Deer or turkey w/ a bow...Both are in season, but it is going to have to be big to shoot it now...I harvested a doe on Friday which was our opening day...

We were walking in a corn field that was harvested on Saturday...Was hoping the deer would be out on the edge feeding tonight just so we could at least see something...


----------



## tree md (Oct 3, 2010)

Awesome! Way to getum started early. Good on you! Here's to many more hunts together!


----------



## discounthunter (Oct 4, 2010)

super cool! 2 hours huh, thats like all day in grown-up time!,lol


----------



## wooddog 066 (Oct 4, 2010)

keep up the goodwork thats what its all about QUALITY time with you and your "LIL BUTTONBUCK" ENJOY EVERY MIN!!!!


----------



## outdoorlivin247 (Oct 4, 2010)

Thanks for the comments guys....





discounthunter said:


> super cool! 2 hours huh, thats like all day in grown-up time!,lol



He didn't even take his DS...LOL...I think he would sit all day if he had that....


----------



## Walt41 (Oct 4, 2010)

Any time in the woods with family is quality time!


----------



## deeker (Oct 4, 2010)

Walt41 said:


> Any time in the woods with family is quality time!



:agree2:


----------



## outdoorlivin247 (Oct 4, 2010)

My youngest (3) is all bummed b/c he didn't get to go....He keep telling his mom he get to go next time...Kinda hard to break it to him that he is too young...


----------



## svon89 (Oct 5, 2010)

Good for you, my 7 year old couldn't sit still nearly that long. 

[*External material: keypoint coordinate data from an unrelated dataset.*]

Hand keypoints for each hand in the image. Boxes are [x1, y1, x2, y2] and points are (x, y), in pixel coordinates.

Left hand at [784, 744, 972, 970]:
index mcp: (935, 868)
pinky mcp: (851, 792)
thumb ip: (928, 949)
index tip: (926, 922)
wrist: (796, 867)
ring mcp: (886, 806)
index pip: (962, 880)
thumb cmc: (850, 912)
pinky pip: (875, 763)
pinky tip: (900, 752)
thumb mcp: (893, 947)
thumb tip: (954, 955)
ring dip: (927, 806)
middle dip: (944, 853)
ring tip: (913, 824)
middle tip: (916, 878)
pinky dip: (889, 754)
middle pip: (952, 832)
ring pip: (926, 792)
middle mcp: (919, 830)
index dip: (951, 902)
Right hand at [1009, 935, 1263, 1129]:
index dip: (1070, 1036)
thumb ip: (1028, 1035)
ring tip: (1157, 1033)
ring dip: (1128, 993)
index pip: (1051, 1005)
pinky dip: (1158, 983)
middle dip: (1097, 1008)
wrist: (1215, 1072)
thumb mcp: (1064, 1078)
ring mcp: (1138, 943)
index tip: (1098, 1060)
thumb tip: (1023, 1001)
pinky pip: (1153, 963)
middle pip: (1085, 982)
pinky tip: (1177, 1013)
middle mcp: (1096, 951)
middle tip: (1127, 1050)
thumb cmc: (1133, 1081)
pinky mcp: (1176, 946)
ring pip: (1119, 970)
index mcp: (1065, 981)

Just thinking back to last year. They were reading Rudolph in my 4 year old daughter's preschool and my little girl piped up when do they cut it up and eat it?


----------



## HuskerDolmar (Oct 17, 2010)

awesome!!!!!!!


----------



## outdoorlivin247 (Oct 21, 2010)

Wanted to take my trail camera back out to the woods and asked my wife if she would like to go w/ and she said, SURE...:jawdrop:


Well, we went out about 4:30 and set the camera and sat on the ground til dark...Had a button buck walk about 6 yards from us and hang out for about 45 minutes...She had a blast, but said she couldn't shoot one...She actually told me she would like to go again...AWESOME....


----------